Accusés sous Rp 3749, levez-vous, la Cour Suprême vous jugera sous les manguiers

Il est rare que j’exerce ma plume dans les affaires pour lesquelles je suis consulté, sauf quand mon silence pourrait apparaitre comme une conspiration contre la vérité et contre la dignité que doit revêtir l’exercice d’une fonction fondamentale comme la justice et la bonne gouvernance, car personne n’est propriétaire de ce pays pour obliger les autres, dont moi, à taire les incongruités de comportements de certains citoyens.

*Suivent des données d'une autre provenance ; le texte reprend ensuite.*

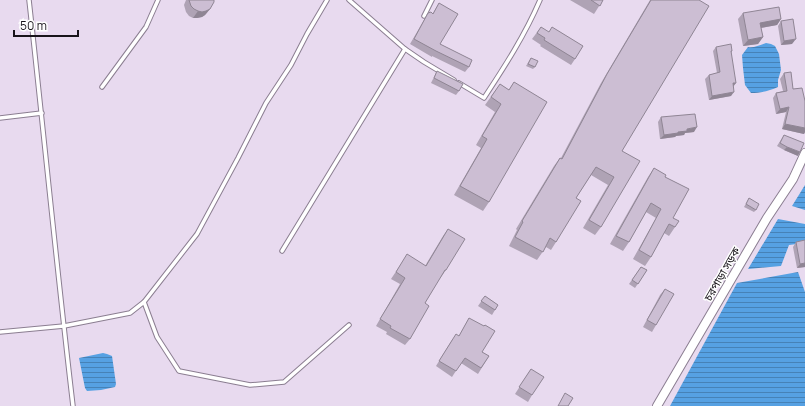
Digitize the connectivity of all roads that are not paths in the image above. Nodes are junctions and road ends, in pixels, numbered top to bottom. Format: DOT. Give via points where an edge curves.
graph roads {
  1 [pos="29,0"];
  2 [pos="158,0"];
  3 [pos="327,0"];
  4 [pos="349,0"];
  5 [pos="432,0"];
  6 [pos="540,0"];
  7 [pos="424,16"];
  8 [pos="405,49"];
  9 [pos="102,87"];
  10 [pos="42,113"];
  11 [pos="0,118"];
  12 [pos="805,153"];
  13 [pos="282,251"];
  14 [pos="144,302"];
  15 [pos="349,325"];
  16 [pos="64,326"];
  17 [pos="0,332"];
  18 [pos="73,406"];
  19 [pos="657,406"];
  1 -- 10 [label="lane"];
  2 -- 9 [label="lane" via="146,27"];
  3 -- 14 [label="lane" via="291,65 266,103 197,234"];
  4 -- 8 [label="lane"];
  5 -- 7 [label="lane"];
  6 -- 8 [label="lane" via="519,43 484,98"];
  8 -- 13 [label="lane"];
  10 -- 11 [label="lane"];
  10 -- 16 [label="lane"];
  12 -- 19 [label="street, চরপাড়া সড়ক" via="793,179 767,218"];
  14 -- 15 [label="lane" via="157,337 179,371 250,385 284,382"];
  14 -- 16 [label="lane" via="130,313"];
  16 -- 17 [label="lane"];
  16 -- 18 [label="lane"];
}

La Cour Suprême de la R.D.C. qui a vu le jour en 1968 par l’Ordonnance-loi 68-248 du 10/07/1968, installée en 1969 sous la direction de deux Eminents Juristes : Feu le Premier Président Marcel Lihau Ebua, Brillant Lauréat de l’Université de Louvain avec la plus grande distinction et le Parquet Général de la République sous la main de fer d’un autre juriste issu de l’Université Libre de Bruxelles, Docteur en Droit, le Procureur Général de la République Kengo Wa Dondo, ajouta à ce grade une Licence spéciale en droit Maritime et Aérien.

Il a été mis fin à leur carrière de manière cavalière, victimes, tous les deux des décisions politiciennes ; mais aujourd’hui qui ne regrette pas la hauteur qu’ils ont donnée à leurs fonctions et la discipline qui a régné lors de l’exercice de leur fonction, au moment où l’instabilité s’est installée au sommet de cette haute institution, en effet, les Premiers Présidents et les Procureurs Généraux de la République se sont succédés parfois en l’espace d’un an.

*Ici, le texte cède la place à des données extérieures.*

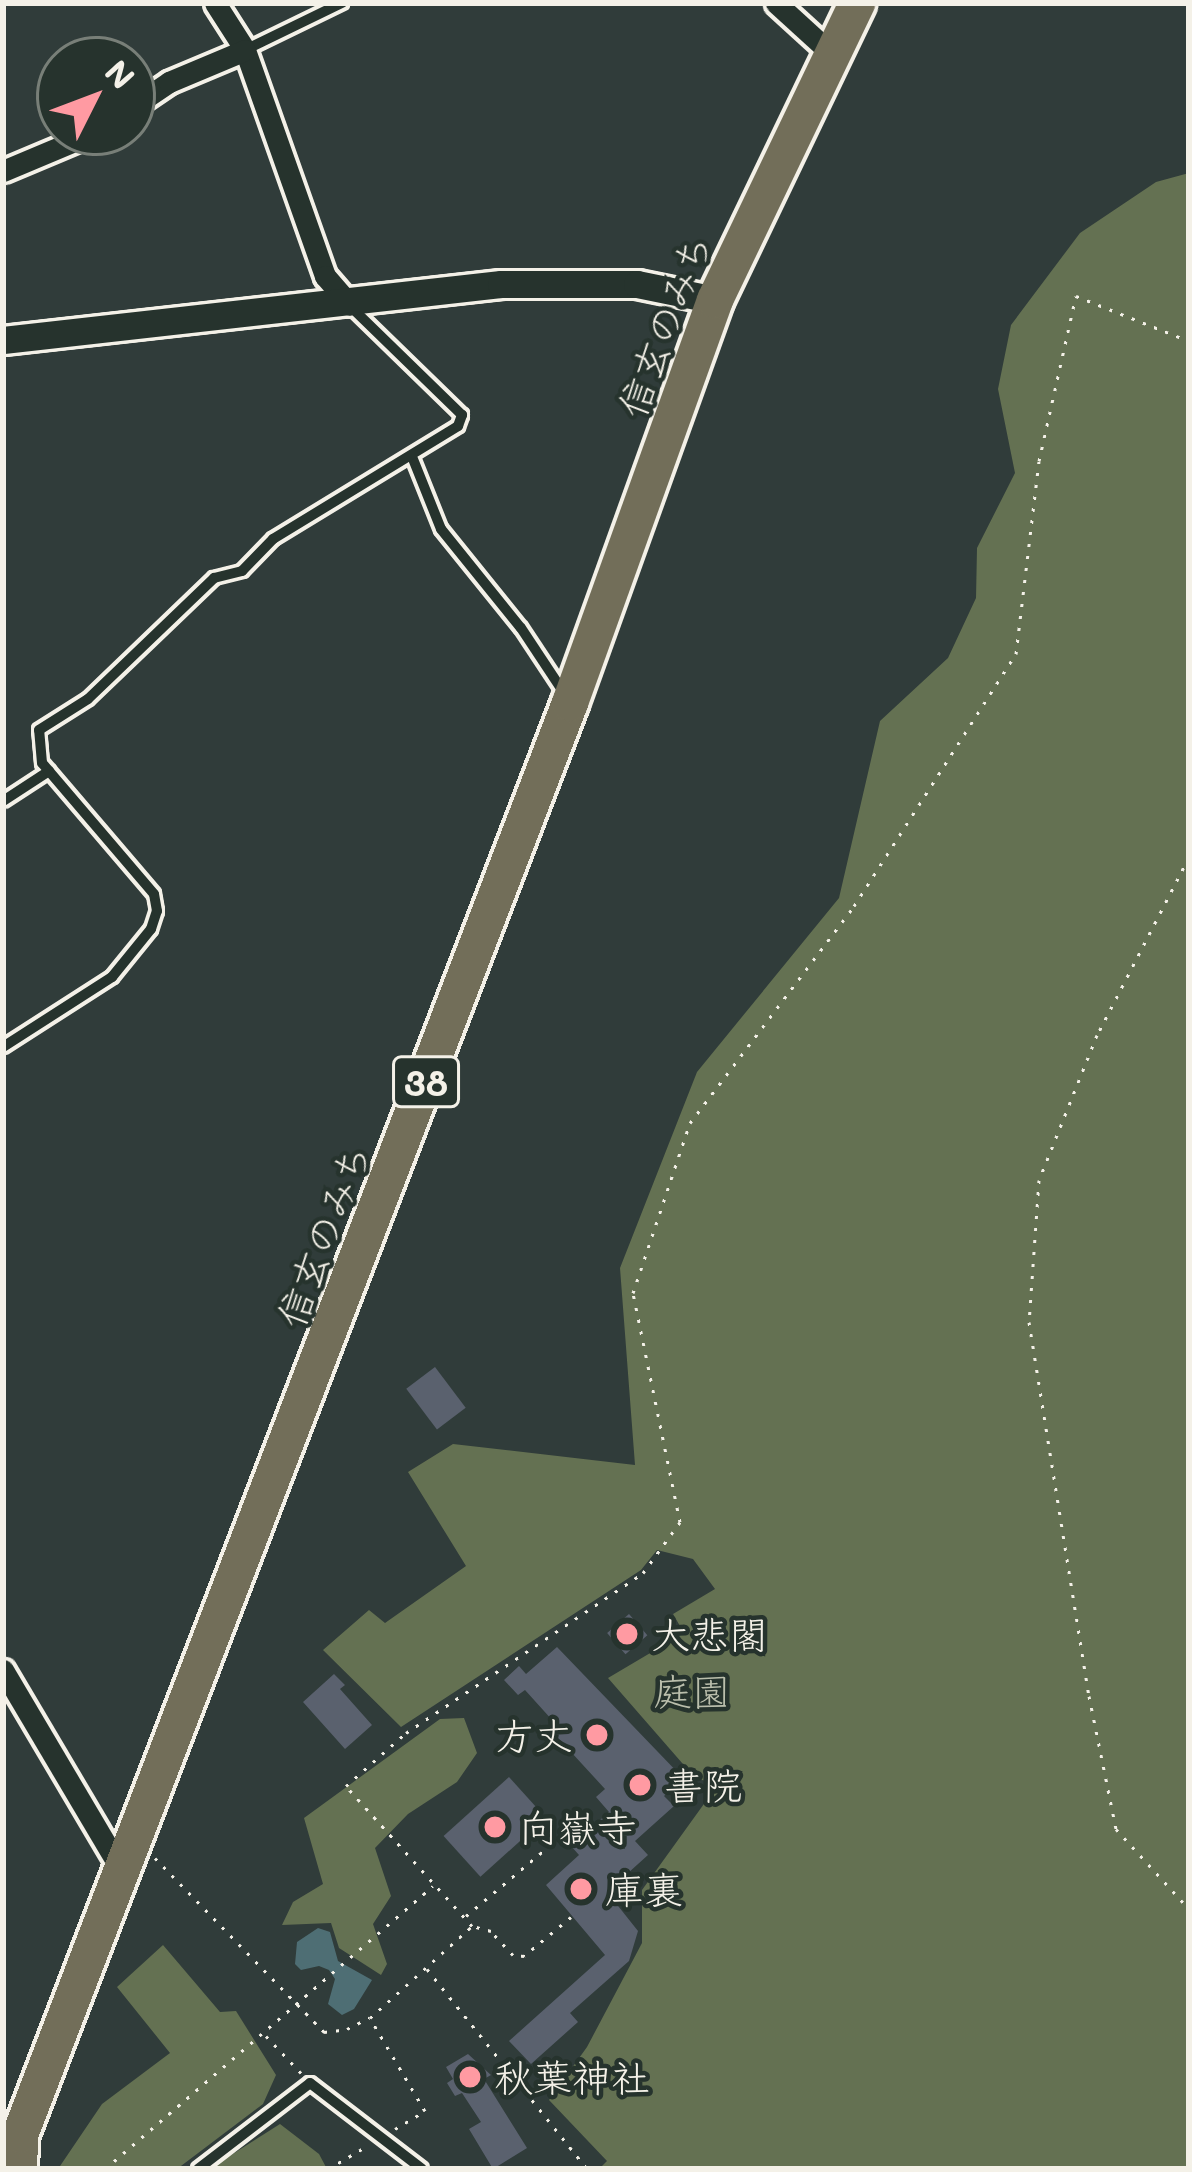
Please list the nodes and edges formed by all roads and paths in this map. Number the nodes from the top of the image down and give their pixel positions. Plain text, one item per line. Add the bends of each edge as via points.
1 (215, 3) edge
2 (342, 3) edge
3 (776, 3) edge
4 (857, 3) edge
5 (245, 50) junction
6 (833, 55) junction
7 (156, 91) edge
8 (39, 156) edge
9 (3, 171) edge
10 (715, 300) junction
11 (350, 305) junction
12 (3, 340) edge
13 (1189, 340) edge
14 (412, 459) junction
15 (570, 703) junction
16 (50, 770) junction
17 (3, 801) edge
18 (1189, 857) edge
19 (3, 1047) edge
20 (3, 1670) edge
21 (561, 1836) dead end
22 (138, 1840) junction
23 (124, 1875) junction
24 (434, 1884) junction
25 (1189, 1909) edge
26 (464, 1917) junction
27 (571, 1917) dead end
28 (472, 1926) junction
29 (425, 1968) junction
30 (296, 2007) junction
31 (370, 2018) junction
32 (264, 2034) junction
33 (310, 2083) junction
34 (379, 2139) junction
35 (19, 2169) edge
36 (106, 2169) edge
37 (198, 2169) edge
38 (328, 2169) edge
39 (422, 2169) edge
40 (587, 2169) edge

1 - 5 street
2 - 5 lane
3 - 6 street
4 - 6 main road, 信玄のみち / 38
5 - 7 street
5 - 11 street via 316,255
6 - 10 main road, 信玄のみち / 38
8 - 9 street
10 - 11 street via 637,284 501,284
10 - 15 main road, 信玄のみち / 38
11 - 12 street
11 - 14 lane via 462,415
13 - 24 path via 1076,296 1039,461 1016,654 854,906 690,1123 633,1293 680,1522 643,1573 406,1732 346,1786
14 - 15 lane via 441,530
14 - 16 lane via 273,538 242,571 214,578 88,699 40,730 42,763
15 - 22 main road, 信玄のみち / 38
16 - 17 lane
16 - 19 lane via 154,893 158,911 112,977
18 - 25 path via 1097,1035 1040,1180 1028,1322 1116,1829
20 - 23 street
21 - 26 path
22 - 23 main road, 信玄のみち / 38
22 - 30 path
23 - 35 main road, 信玄のみち / 38 via 20,2135
24 - 26 path
24 - 30 path
26 - 28 path
27 - 28 path via 524,1956
28 - 29 path
29 - 31 path
29 - 40 path
30 - 31 path via 324,2032
30 - 32 path
31 - 34 path via 425,2111
32 - 33 path
32 - 36 path
33 - 34 lane
33 - 37 lane
34 - 38 path
34 - 39 lane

A notre avis, le fait pour un Premier Président de la Cour Suprême ou un Procureur Général de la République de n’avoir exercé au minimum pendant 3 ans, démontre que le choix qu’on a fait de celui-là n’a pas été judicieux. Que les magistrats de la Cour d’Appel accèdent à la Présidence d’une section de la Cour Suprême ou directement Premier Avocat Général de la République relèvent simplement du népotisme, nul ne contestera que pour la Cour Suprême et le Parquet Général de la République il faut non seulement une formation solide, une intelligence éprouvée, l’expérience d’une carrière sans faille, mais encore une haute moralité, un sens de dignité qui ne leur permet pas d’être à la solde des justiciables, ni encore moins agir sur injonction de certaines autorités par personne interposée.

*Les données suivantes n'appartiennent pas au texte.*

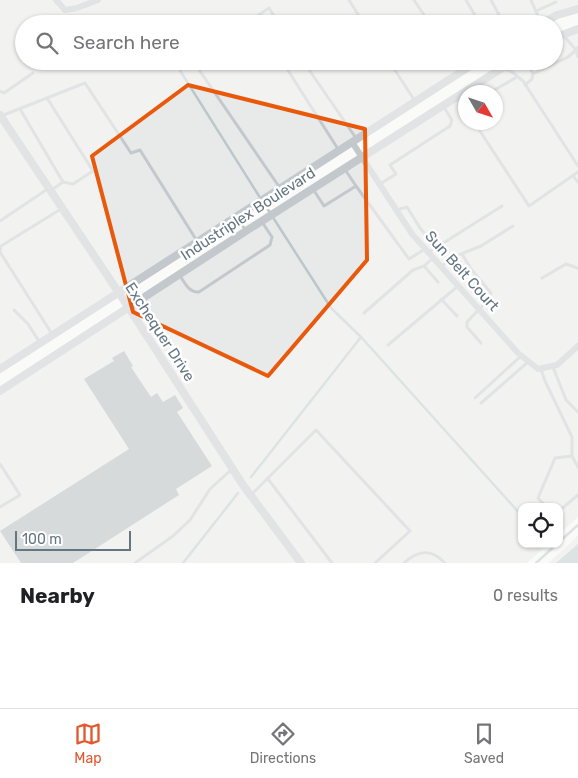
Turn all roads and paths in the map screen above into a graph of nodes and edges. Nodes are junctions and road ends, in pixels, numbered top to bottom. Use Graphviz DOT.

Toute promotion doit faire l’objet de publicité pour que les magistrats mal cotés n’obtiennent pas une promotion. Dans les administrations qui se respectent, toute sélection à un grade élevé doit être le résultat d’un concours, qui ne sert de promontoire qu’aux meilleurs ; ce qui encourage ceux qui n’ont pas réussi à doubler d’effort pour accéder au grade supérieur. C’est, je crois, la seule manière de créer un sentiment d’égalité, face au népotisme ennemi de l’indépendance des magistrats. 
Que l’on retrouve à ce haut niveau de la justice, des magistrats repris de justice et même anciens condamnés de droit commun ou de la prise à partie, est une insulte au peuple au nom de qui la justice doit être rendue. C’est souvent ces magistrats-là qui introduisent à la Cour Suprême les méthodes pratiquées pendant leur carrière dans les Cours et Tribunaux.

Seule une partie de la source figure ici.